Mereo BioPharma Group plc (NASDAQ: MREO) has provided an update on its pipeline programs, highlighting advancements in the development of setrusumab for Osteogenesis Imperfecta (OI) and alvelestat for Alpha-1 Antitrypsin Deficiency-associated Lung Disease (AATD-LD). The company also announced a global licensing agreement for leflutrozole and reiterated its cash runway guidance, expecting current funds to support operations into 2026.
Setrusumab for Osteogenesis Imperfecta
Setrusumab (UX143), being developed in partnership with Ultragenyx Pharmaceutical Inc., is currently undergoing Phase 3 clinical trials. The global Phase 2/3 Orbit study, initiated in mid-2023, is expected to complete enrollment around the end of the first quarter of 2024. This pivotal study includes up to 195 patients aged 5 to <26 years, randomized 2:1 to receive setrusumab or placebo. The primary efficacy endpoint is the annualized clinical fracture rate, excluding fractures of the fingers, toes, skull, and face.

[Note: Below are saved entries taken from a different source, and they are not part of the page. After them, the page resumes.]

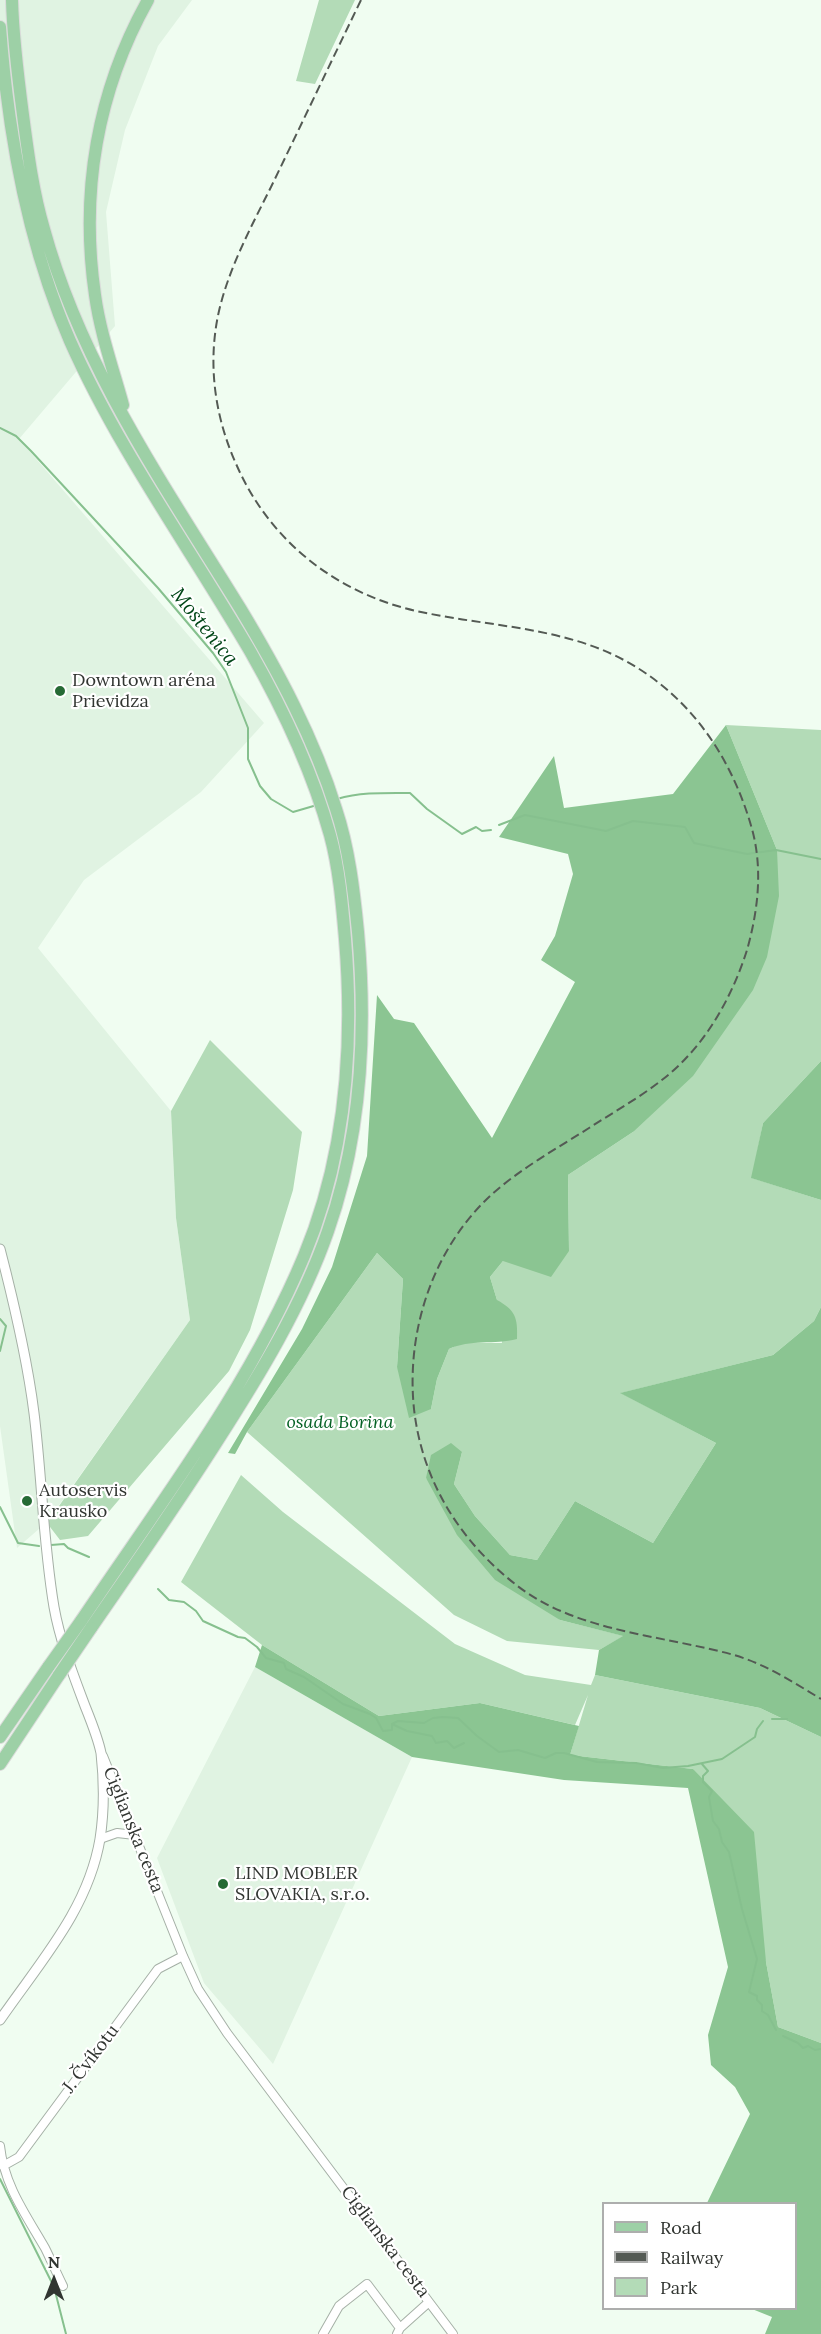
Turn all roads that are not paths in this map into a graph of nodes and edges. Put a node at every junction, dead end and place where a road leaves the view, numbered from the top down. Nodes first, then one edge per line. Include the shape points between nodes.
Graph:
1 (12, 0) edge
2 (148, 0) edge
3 (0, 27) edge
4 (129, 427) junction
5 (322, 786) junction
6 (0, 1249) edge
7 (86, 1624) junction
8 (0, 1737) edge
9 (100, 1752) junction
10 (0, 1764) edge
11 (135, 1835) junction
12 (100, 1839) junction
13 (183, 1956) junction
14 (0, 2020) edge
15 (0, 2146) edge
16 (3, 2166) junction
17 (63, 2286) dead end
18 (429, 2302) junction
19 (398, 2331) edge
20 (323, 2334) edge
21 (453, 2334) edge

1 - 4 main road via 27,140 44,230 67,296
2 - 4 main road via 128,39 107,97 95,147 90,193 95,297
3 - 5 main road via 22,189 44,270 69,338 109,420 249,650
4 - 5 main road via 291,699
5 - 7 main road via 343,914 349,1041 341,1126 322,1206 303,1259 249,1366
5 - 7 main road via 338,813 350,867 361,965 363,1039 358,1104 335,1208 299,1298 256,1381 206,1458
6 - 9 street, Ciglianska cesta via 27,1365 54,1605
7 - 8 main road, bridge via 49,1666
7 - 10 main road, bridge via 60,1675
9 - 11 street, Ciglianska cesta
9 - 12 street
11 - 12 street via 117,1833
11 - 13 street, Ciglianska cesta
12 - 14 street via 79,1903
13 - 16 street, J. Čvíkotu via 158,1969 19,2157
13 - 18 street, Ciglianska cesta via 198,1989 227,2033
15 - 16 street
16 - 17 street via 13,2194
18 - 19 street
18 - 21 street, Ciglianska cesta
19 - 20 street via 367,2284 339,2306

In parallel, the Cosmic study, a global Phase 3 open-label, randomized, active-controlled trial, is evaluating setrusumab against intravenous bisphosphonates in approximately 65 patients aged 2 to <7 years. This study, initiated in the second half of 2023, is anticipated to be fully enrolled in the first half of 2024. The primary endpoint is the reduction in total fracture rate, including morphometric vertebral fractures.
Data from the Phase 2 portion of the Orbit study, reported in October 2023, demonstrated a 67% reduction in the annualized fracture rate in 24 patients treated with setrusumab for at least 6 months. This reduction was associated with significant improvements in bone mineral density (BMD). The drug was well-tolerated, with no drug-related serious adverse events (SAEs) reported.
If approved by the FDA and EMA, setrusumab would be the first approved treatment for Osteogenesis Imperfecta (OI).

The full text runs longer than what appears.